By Stephanie Dwilson |

Researchers recently discovered that a certain type of microbe can withstand an asteroid impact and even survive the long trip to an entirely different planet.

The finding has huge implications, as it points to the possibility of bacteria hitchhiking to planets across the galaxy, aboard asteroids or spacecraft.

Earlier voyages could even have influenced how life began on Earth.

The Johns Hopkins University study, published in early March in PNAS Nexus, made the surprising revelation.

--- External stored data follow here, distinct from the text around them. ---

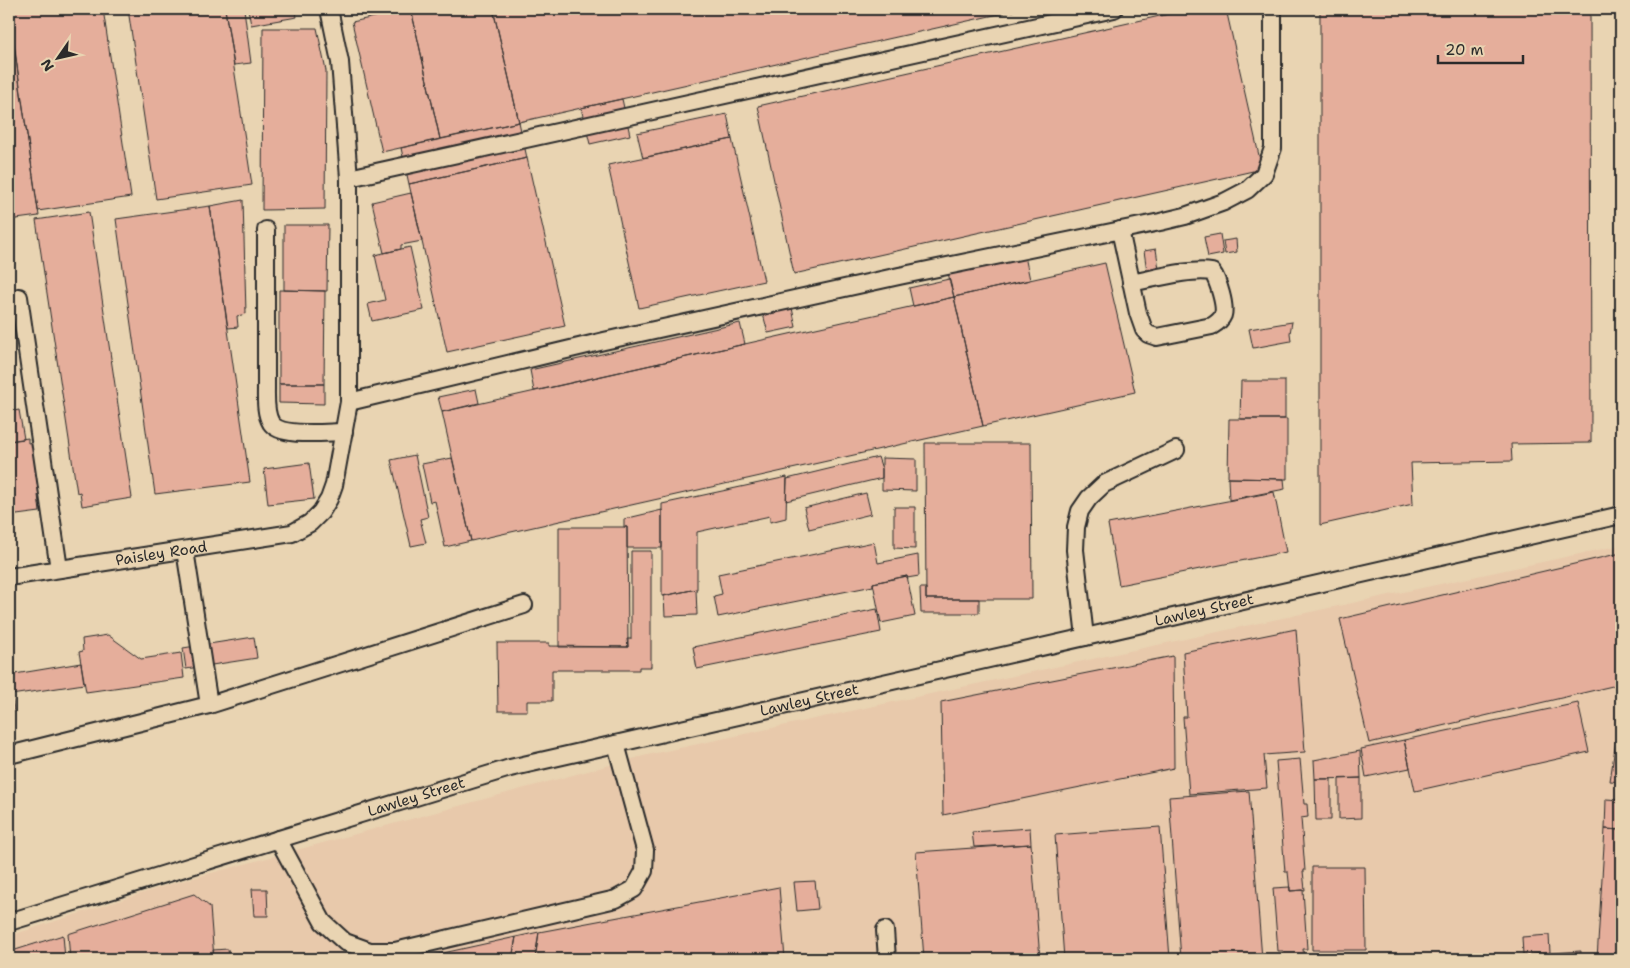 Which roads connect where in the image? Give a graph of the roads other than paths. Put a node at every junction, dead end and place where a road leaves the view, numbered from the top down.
1 (1114, 9) edge
2 (1273, 9) edge
3 (333, 10) edge
4 (349, 178) junction
5 (266, 230) dead end
6 (1120, 230) junction
7 (1131, 283) junction
8 (19, 297) dead end
9 (349, 402) junction
10 (344, 432) junction
11 (1176, 450) dead end
12 (1621, 515) edge
13 (185, 550) junction
14 (59, 569) junction
15 (9, 577) edge
16 (524, 605) dead end
17 (1085, 637) junction
18 (209, 705) junction
19 (616, 744) junction
20 (9, 755) edge
21 (278, 839) junction
22 (9, 922) edge
23 (885, 930) dead end
24 (887, 959) edge

1 - 4 lane
2 - 6 lane
3 - 4 lane
4 - 9 lane
5 - 10 lane
6 - 7 lane
6 - 9 lane
7 - 7 lane
8 - 14 lane
9 - 10 lane
10 - 13 lane, Paisley Road
11 - 17 lane
12 - 17 lane, Lawley Street
13 - 14 lane, Paisley Road
13 - 18 lane
14 - 15 lane, Paisley Road
16 - 18 lane
17 - 19 lane, Lawley Street
18 - 20 lane
19 - 21 lane, Lawley Street
19 - 21 lane
21 - 22 lane, Lawley Street
23 - 24 lane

An image taken June 1, 1998 by the Mars Global Surveyor mission shows the floor of an ancient, eroded impact crater. The small crater with dark ejecta on the far right side was formed by a meteor impact. The blast that formed the crater sent out ejecta in a radial pattern around the impact site. [NASA/JPL/MSSS]
An image taken June 1, 1998 by the Mars Global Surveyor mission shows the floor of an ancient, eroded impact crater. The small crater with dark ejecta on the far right side was formed by a meteor impact. The blast that formed the crater sent out ejecta in a radial pattern around the impact site. [NASA/JPL/MSSS]

The research team tested an extremopohile desert bacterium called Deinococcus radiodurans. This microbe is considered one of the world’s toughest bacteria and is highly radiation-resistant, able to survive harrowing conditions.

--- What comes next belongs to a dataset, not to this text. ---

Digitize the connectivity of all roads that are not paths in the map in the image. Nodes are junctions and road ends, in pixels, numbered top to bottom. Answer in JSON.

They theorized that if any molecule could survive an asteroid trip, it would need to have similar characteristics.

For the experiment, the team simulated what the bacterium would experience in asteroid strike and ejection by firing a projectile moving 300 mph at it while the microbe was sandwiched between two metal plates.

The microbes survived 60% of the pressure tests at 2.4 gigapascals (GPa), and practically every test done at 1.4 GPa.

The lower pressure hits delivered no damage. In fact, the device holding the metal plates was broken before the bacteria died.

"We kept trying to kill it, but it was really hard to kill," the study's lead author Lily Zhao, a graduate student, said in a statement.

The study noted that the pressures the bacteria survived were "in the impact pressure regimes relevant to the development of ejecta during impact on Mars."

In addition, this bacteria demonstrated a much higher survival rate than was observed in other microbes from previous studies, like S. oneidensis or E. coli, which had less than a 10% survival rate.

"This is a really big deal that changes the way you think about the question of how life begins and how life began on Earth," senior author and engineer K.T. Ramesh said in a statement.

What this means for the bigger picture

The Johns Hopkins team's study has profound implications for future space policies and for human understanding of the origins of life on Earth.

Its findings support aspects of the panspermia hypothesis, which suggests life on Earth could have started from microorganisms that arrived from outer space.

This suggests "seeds" or "spores" of life can survive space travel and spread throughout the universe, leading to the "fertilization" of habitable planets, moons and satellites, per the Springer Nature Encyclopedia of Astrobiology.

"What that means is that life can potentially move between planets," Zhao said.

In the study’s abstract, the authors note that researchers and policymakers will have a lot to think about after this discovery.

"The work has significant consequences for considerations of planetary protection, spacecraft mission design, our understanding of where we might find extraterrestrial life, and lithopanspermia," the authors wrote.

Lithopanspermia refers to the way in which these particles could be transported, via "rocks" knocked off a world’s surface, according to NASA.

The team's finding is particularly important since space agencies already take extensive precautions to avoid contaminating other worlds with Earth's microbes, maintaining strict planetary protection guidelines.

The study dovetails well with studies on how long microbes can survive in inhospitable environments.

Researchers from NASA and The Pennsylvania State University, for example, found that amino acid pieces from E. coli could survive more than 50 million years if trapped in permafrost or ice caps on Mars.

Their findings were published in February in the Astrobiology journal.